Kitty Kraus produces work that has been described as “a fresh look at Minimalism and Constructivism”. Her work does show a lineage with these two movements, and her work is also a provocation: is her untitled ice lamp work a sculpture, a drawing, an event? Starting as a sculpture composed of frozen inky water, a lightbulb, and an electrical cord plugged into the wall, it becomes an event as soon as it is unveiled and the ice begins to melt. Once it has all melted and dried, the unruly remains become an image.
In addition to transcending categories, the fragility of material in many of her works (including materials such as ice, glass, and mirrors) creates a sense of suspense in viewers, wondering if the shape will hold, or if the work will change. Ultimately underpinning the untitled ice lamp works is a sense of narrative, as those who have seen the ice block knows that what is now a beautiful floor-drawing was once a solid form.
Katie Paterson
b. 1981 Glasgow, Scotland; lives and works in Berlin, Germany.
Earth–Moon–Earth (Moonlight Sonata Reflected from the Surface of the Moon) is a work that will first confront the viewer as a piano playing a portion of Beethoven’s Moonlight Sonata, a classical music favourite.
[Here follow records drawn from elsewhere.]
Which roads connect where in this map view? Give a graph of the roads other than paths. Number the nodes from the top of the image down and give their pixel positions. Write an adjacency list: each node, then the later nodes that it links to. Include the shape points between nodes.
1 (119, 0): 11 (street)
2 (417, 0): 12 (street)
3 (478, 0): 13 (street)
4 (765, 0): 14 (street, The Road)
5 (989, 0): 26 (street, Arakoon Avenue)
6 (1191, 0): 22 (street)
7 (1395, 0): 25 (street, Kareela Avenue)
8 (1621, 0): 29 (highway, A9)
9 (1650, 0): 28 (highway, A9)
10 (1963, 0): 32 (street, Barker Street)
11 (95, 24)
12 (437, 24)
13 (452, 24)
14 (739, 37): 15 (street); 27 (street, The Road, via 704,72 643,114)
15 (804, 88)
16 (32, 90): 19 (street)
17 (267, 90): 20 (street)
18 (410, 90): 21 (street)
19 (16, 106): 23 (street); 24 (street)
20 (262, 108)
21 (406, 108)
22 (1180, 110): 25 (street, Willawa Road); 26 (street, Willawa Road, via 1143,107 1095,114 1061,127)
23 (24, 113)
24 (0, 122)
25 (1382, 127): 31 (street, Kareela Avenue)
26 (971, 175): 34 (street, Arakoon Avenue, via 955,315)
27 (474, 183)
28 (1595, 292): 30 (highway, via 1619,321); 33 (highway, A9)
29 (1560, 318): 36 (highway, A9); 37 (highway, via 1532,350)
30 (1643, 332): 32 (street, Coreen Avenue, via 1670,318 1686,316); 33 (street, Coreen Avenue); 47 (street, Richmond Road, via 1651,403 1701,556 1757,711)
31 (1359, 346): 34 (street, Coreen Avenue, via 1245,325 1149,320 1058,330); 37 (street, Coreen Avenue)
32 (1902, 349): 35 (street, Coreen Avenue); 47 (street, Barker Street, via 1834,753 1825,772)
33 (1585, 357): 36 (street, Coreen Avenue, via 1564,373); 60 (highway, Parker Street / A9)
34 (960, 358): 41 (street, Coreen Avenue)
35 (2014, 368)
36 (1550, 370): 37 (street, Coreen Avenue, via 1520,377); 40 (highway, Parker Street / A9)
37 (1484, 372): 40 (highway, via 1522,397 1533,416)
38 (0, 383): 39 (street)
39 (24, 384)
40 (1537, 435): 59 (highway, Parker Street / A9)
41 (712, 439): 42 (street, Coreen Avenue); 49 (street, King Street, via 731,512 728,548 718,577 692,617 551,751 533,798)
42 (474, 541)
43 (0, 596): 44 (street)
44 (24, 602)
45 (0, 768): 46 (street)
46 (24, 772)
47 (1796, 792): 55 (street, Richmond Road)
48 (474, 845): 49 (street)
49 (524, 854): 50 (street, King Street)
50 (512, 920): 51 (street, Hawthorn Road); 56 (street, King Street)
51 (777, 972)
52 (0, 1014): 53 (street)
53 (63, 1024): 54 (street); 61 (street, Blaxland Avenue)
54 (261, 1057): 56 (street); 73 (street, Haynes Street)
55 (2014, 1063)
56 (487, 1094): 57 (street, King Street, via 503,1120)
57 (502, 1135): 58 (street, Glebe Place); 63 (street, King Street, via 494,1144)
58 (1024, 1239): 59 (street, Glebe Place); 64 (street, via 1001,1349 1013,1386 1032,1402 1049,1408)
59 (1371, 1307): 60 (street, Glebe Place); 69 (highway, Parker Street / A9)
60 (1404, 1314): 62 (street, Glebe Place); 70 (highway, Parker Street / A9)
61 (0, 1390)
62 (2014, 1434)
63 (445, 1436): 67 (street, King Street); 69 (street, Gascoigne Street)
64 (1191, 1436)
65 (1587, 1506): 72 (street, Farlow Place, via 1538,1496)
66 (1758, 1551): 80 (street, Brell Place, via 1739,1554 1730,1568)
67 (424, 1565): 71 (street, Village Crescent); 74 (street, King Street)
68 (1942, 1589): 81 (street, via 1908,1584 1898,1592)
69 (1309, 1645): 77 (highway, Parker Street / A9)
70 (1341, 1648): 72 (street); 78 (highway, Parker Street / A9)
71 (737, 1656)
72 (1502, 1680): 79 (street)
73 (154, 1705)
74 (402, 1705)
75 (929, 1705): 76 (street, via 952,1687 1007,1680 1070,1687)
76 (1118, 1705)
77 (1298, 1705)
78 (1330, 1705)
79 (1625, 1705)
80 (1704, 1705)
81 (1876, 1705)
Soon after entering the room, visitors will notice errors in the playback. These errors are the result of Paterson sending the score in Morse code from earth to the moon - via radio waves, and receiving the information back once reflected off the surface of the moon. Information is lost in the transmission, resulting in a new piece of music created with the aid of radio technology and the texture of the moon’s surface.
The two morse code transmissions are presented as wall prints, the first with the code sent, and the second with what was received back.